The governance challenge therefore is not whether digital health identity systems should exist. Increasingly, they are becoming foundational infrastructure. The real question is whether governance systems can evolve quickly enough to ensure that infrastructural dependence does not outpace accountability.

Governing infrastruture before it governs us

Because ultimately, the greatest risk may not be technological failure itself. It is the gradual normalisation of systems where healthcare access becomes conditional upon successful participation within digital infrastructures whose assumptions, incentives, and decision-making logics remain only partially visible to the individuals governed through them.
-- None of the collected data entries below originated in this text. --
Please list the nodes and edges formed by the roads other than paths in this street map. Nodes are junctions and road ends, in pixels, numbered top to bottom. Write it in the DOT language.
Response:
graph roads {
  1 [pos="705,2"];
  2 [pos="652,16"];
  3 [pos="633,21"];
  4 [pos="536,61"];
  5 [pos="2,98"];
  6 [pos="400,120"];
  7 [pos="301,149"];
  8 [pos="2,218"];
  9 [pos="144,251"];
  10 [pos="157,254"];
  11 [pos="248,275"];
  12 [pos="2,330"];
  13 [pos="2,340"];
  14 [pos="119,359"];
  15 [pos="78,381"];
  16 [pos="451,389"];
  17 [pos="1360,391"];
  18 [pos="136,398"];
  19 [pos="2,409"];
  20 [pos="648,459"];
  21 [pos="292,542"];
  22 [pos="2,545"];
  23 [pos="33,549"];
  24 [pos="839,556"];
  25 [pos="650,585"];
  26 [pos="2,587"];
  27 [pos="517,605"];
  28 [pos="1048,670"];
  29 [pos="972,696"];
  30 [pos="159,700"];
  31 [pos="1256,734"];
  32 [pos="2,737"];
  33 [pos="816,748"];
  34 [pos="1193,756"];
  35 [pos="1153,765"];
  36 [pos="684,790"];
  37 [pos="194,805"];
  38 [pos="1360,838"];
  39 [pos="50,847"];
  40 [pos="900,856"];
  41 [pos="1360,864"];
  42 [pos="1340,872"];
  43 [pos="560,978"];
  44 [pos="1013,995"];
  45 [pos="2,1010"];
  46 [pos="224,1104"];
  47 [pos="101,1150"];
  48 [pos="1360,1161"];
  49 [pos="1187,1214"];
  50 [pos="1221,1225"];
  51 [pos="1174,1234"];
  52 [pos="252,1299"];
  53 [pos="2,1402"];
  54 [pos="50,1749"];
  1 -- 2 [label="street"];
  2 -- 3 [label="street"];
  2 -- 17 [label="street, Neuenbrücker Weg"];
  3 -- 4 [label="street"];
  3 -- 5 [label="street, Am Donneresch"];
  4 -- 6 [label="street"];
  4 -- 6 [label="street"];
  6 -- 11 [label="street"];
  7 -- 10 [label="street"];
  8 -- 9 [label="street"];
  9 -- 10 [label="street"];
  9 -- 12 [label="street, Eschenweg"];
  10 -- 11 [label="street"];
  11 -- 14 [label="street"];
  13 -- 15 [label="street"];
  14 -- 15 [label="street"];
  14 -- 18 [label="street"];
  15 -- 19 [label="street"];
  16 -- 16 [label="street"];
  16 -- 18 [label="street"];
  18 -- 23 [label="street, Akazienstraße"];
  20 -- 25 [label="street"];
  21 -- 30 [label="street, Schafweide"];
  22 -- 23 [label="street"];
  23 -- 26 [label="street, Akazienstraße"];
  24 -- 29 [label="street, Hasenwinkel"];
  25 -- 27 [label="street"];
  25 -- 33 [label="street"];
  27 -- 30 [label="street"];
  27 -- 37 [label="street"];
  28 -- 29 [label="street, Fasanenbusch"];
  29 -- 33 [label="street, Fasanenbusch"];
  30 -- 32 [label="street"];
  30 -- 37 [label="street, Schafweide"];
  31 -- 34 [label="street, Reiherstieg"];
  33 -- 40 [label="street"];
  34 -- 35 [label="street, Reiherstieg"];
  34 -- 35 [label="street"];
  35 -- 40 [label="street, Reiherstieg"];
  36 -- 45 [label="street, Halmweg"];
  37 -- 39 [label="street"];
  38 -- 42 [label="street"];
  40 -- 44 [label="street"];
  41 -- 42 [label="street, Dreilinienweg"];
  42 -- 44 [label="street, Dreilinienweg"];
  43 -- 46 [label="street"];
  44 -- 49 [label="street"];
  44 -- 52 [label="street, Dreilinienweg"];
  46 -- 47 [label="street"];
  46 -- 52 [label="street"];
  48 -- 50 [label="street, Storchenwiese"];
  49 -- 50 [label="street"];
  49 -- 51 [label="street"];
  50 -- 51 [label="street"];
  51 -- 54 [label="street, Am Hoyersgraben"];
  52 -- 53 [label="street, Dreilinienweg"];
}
This is why digital health governance cannot remain a purely technical conversation. Questions around exclusion safeguards, procedural transparency, correction mechanisms, and institutional accountability are not peripheral concerns; they are central to whether these systems remain democratically legitimate over time.

Healthcare systems have always reflected broader political choices about inclusion, participation, and public trust. The difference now is that these choices are increasingly being embedded into infrastructure itself.

And infrastructures, once normalised, are far harder to contest than policies alone.